Примечание редактора

Поскольку в записках Зиновия Кр. и в дальнейшем могут встречаться подобного рода истории, Редактор считает своим долгом оговорить здесь свое отношение к этой несвойственной для нашей литературы тематике, которая конечно же не должна появляться в печати, создавая неправильное впечатление о половой невоздержанности, якобы царящей среди наших простых советских людей. Наша литература всегда была образцом нравственности, что усилилось в последние десятилетия, когда такой кристальной чистоты достиг моральный облик Нового Человека, являющий ныне пример всему цивилизованному миру. И в любом произведении, которое попало бы нам в руки для издания, Редактор не преминул бы сделать соответствующие купюры, указав любому автору, что для нашего нового героя нет места пошлости, цинизму и нетоварищескому отношению к женщине. Однако при издании этих записок Редактор столкнулся с уже указанной выше трудностью: они ведь и не являются в строгом смысле литературой (хотя автору их, злосчастному моему другу Зиновию К., порой и кажется, что да), а потому как бы не подлежат настоящему серьезному редактированию. Их можно было или запереть в долгий ящик, или издать как некий памятник другу, закрыв при этом глаза на некоторую безнравственность, композиционные и идейные промахи, алогизм и слабую стилистику.
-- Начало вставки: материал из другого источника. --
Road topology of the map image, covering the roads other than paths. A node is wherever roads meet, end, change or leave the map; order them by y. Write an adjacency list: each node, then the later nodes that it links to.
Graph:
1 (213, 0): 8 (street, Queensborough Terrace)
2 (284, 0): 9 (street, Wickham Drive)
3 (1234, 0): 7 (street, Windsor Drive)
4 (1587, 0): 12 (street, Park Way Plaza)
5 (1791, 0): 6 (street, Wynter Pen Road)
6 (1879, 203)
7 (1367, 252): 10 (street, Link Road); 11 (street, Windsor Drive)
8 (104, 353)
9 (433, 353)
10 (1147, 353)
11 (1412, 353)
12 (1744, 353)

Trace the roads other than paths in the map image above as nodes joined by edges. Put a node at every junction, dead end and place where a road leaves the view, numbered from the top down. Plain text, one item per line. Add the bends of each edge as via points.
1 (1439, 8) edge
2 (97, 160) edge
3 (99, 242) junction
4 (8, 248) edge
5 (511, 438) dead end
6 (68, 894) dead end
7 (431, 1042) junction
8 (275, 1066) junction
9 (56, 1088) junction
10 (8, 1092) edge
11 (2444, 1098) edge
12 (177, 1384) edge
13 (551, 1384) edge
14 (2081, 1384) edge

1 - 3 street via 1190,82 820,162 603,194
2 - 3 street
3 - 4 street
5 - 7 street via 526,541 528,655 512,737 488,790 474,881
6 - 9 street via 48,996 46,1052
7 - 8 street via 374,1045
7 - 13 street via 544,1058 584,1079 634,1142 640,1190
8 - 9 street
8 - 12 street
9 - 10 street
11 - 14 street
На этот последний путь и толкнула Редактора верность его дружескому долгу. В то же время самый факт издания этих записок никак не говорит о том, что Редактор — в любом другом случае истинного редактирования — позволил бы себе притупить или ослабить чутье, пойти на поводу или скатиться до ползучего следования материалу. Время всех этих мелкобуржуазных экивоков, вроде «о вкусах не спорят», прошло безвозвратно, литература наша давно уже не служит скучающей героине, а всеми фибрами души, всеми корнями уходит в массовую почву, она должна быть понятна массам и любима последними. Это, конечно, исключает всякую расхлябанность, бессюжетность или пресловутую антигеройность, которыми — чего таить — вполне могли бы грешить записки Зиновия Кр., притязай они хоть сколько-нибудь на то, чтобы стать в ряду произведений нашей боевой литературы. И если читатель будет помнить об этом особом безответственном и непритязательном месте, занимаемом данными записками, то он без особого вреда для себя может продолжить чтение.

* * *

Иногда перелистывая записную книжку, я натыкаюсь на тех, кому уже больше нельзя позвонить. Вот ведь совсем недавно записал телефон, думал, позвоню, поговорим: «Звони», «Позвоню обязательно, вот только…» Теперь им позвонить уже нельзя. Наверно, они тоже думали позвонить мне и еще кому-то… На год раньше, на год позже вычеркнут и мой номер. Иногда думаешь, что там могло бы быть хорошо, там много хороших людей, там полузабытая чудесная бабушка, там мама, там есть милые собеседники… Но разве там — это институтский коридор куда мы выходили поболтать в переменку из разных аудиторий? Может, там — это разные миры, где уже никогда не встретиться. Так или иначе не может же быть, чтобы не было там. А тогда странно думать, что там не встретимся. Впрочем, почему ж странно? Даже ученики, исключенные из одной школы, даже солдаты, вышедшие на волю из одной части, и те не всегда встречаются.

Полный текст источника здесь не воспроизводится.